Hindu Gothic: the Bizarre Architecture of the Elephant Tea RoomsArchitecture
The city of Sunderland in the North East of England has never achieved an architectural uniformity to match that of neighbouring cities like Newcastle. The merit of its commercial centre lies instead in variety and surprise, and the diverse array of banks and shop fronts along Fawcett Street culminates in the Elephant Tea House, a building which strikes a discordant note in terms of both style and colour. The patron was an eccentric grocer named Ronald Grimshaw, who established a small empire of retail outlets in the town. Designed by Sunderland’s own ‘rogue-architect,’ Frank Caws (1846-1905), the building looks like the fantastical collision of an Italian gothic palazzo and a Hindu temple. The whole is executed in a combination of red brick, faïance and terracotta, producing a visually abrasive polychromy that accentuates the spirit of stylistic abandon in which the building was conceived.
The three storeys are treated as separate compositional elements – horizontal strata which wrap around the elevations. The windows are strung together into miniature Venetian arcades tinged with colour and divided by slender pillars with foliated capitals. Surging through the horizontal lines is a corner-turret with a pagoda-like spire corbelled out from the bristling wall surface. The turret evokes the form of an eastern minaret, but abounds in gothic detail, including a coronet of gargoyles which radiate from beneath a cluster of minute finials.
The design reaches greater heights of fantasy in the upper portions, where the roofline is broken into a series of sharp gables punctuated by chimneys. Nestled between them are gothic niches with Indian elephants rearing their trunks beneath ogee arches. In fact, the elephants provide partial justification for the style Caws cheerfully termed ‘Hindoo-Gothic’: they carry tea chests on their backs, indicating that the building was intended as an emporium for exotic beverages and spices.

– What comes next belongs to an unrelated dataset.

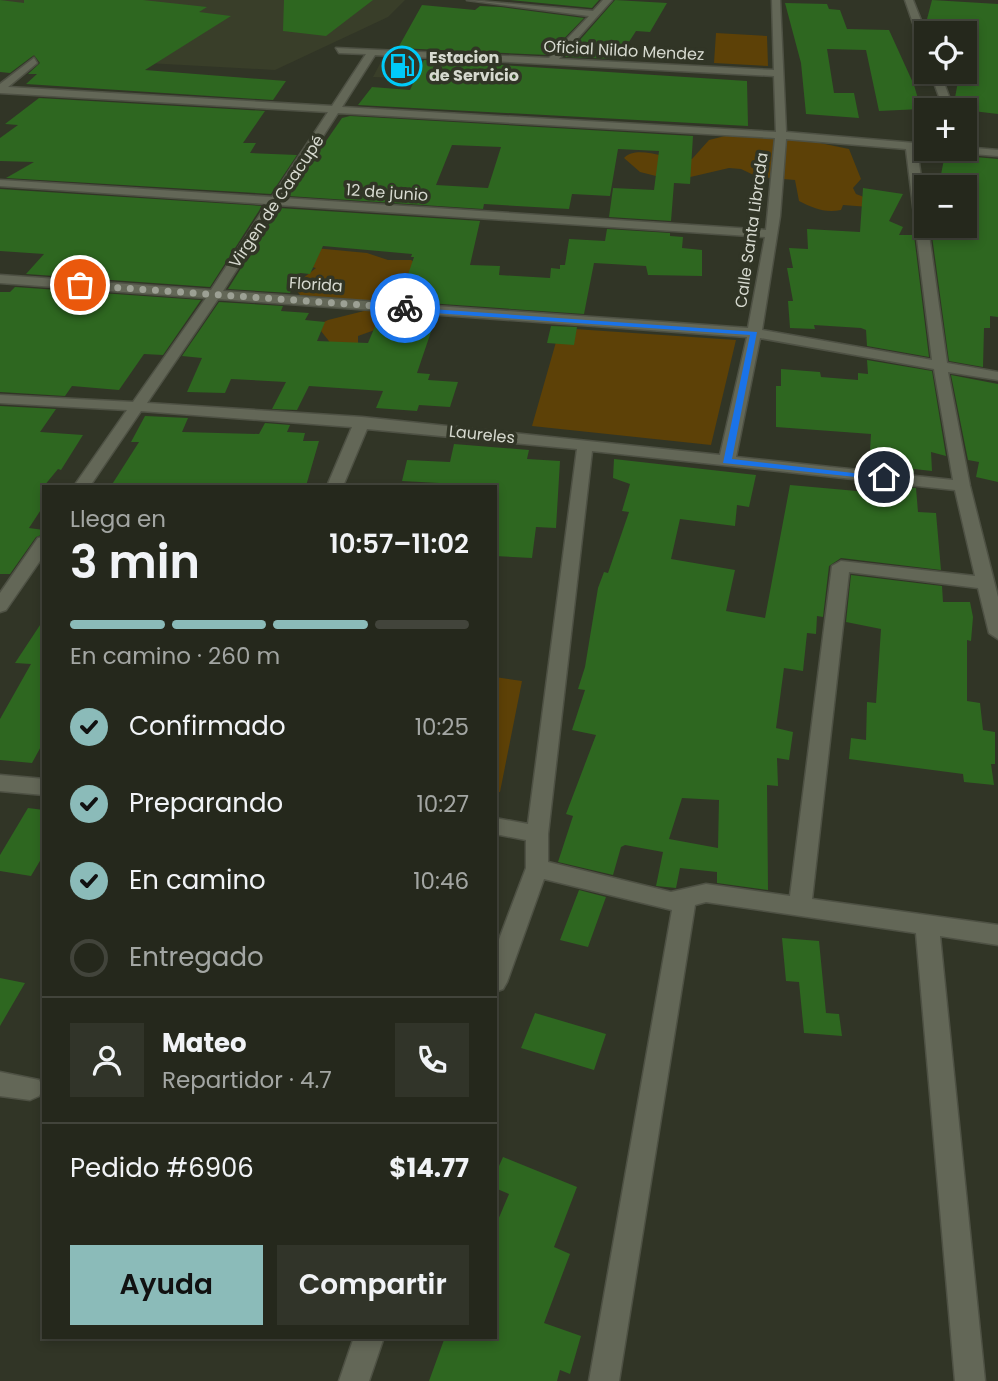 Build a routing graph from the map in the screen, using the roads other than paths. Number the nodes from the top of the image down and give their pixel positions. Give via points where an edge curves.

Despite the obvious discordance, the design was not without precedent. Structural polychromy was a passion of gothic architects in the 1870s, due in part to Ruskin’s celebration of the gothic palaces of Northern Italy in The Stones of Venice (1851-3). Caws’ basic model for the design was indeed the Italian gothic palazzo that became common in Victorian towns and cities, but in this case it is infused with an unexpected orientalism. The fusion of gothic and eastern styles had frequently been attempted in British colonial architecture, where it projected an image of unity between the Empire and its dominions, but it is rare to find it imported to the homeland and carried off with such frivolity. Overall, the building is a forcible expression of Caws’s eccentricity and exuberance. The Elephant Tea House represents Victorian architecture at its most eclectic and is the most strikingly ornamental building in Sunderland.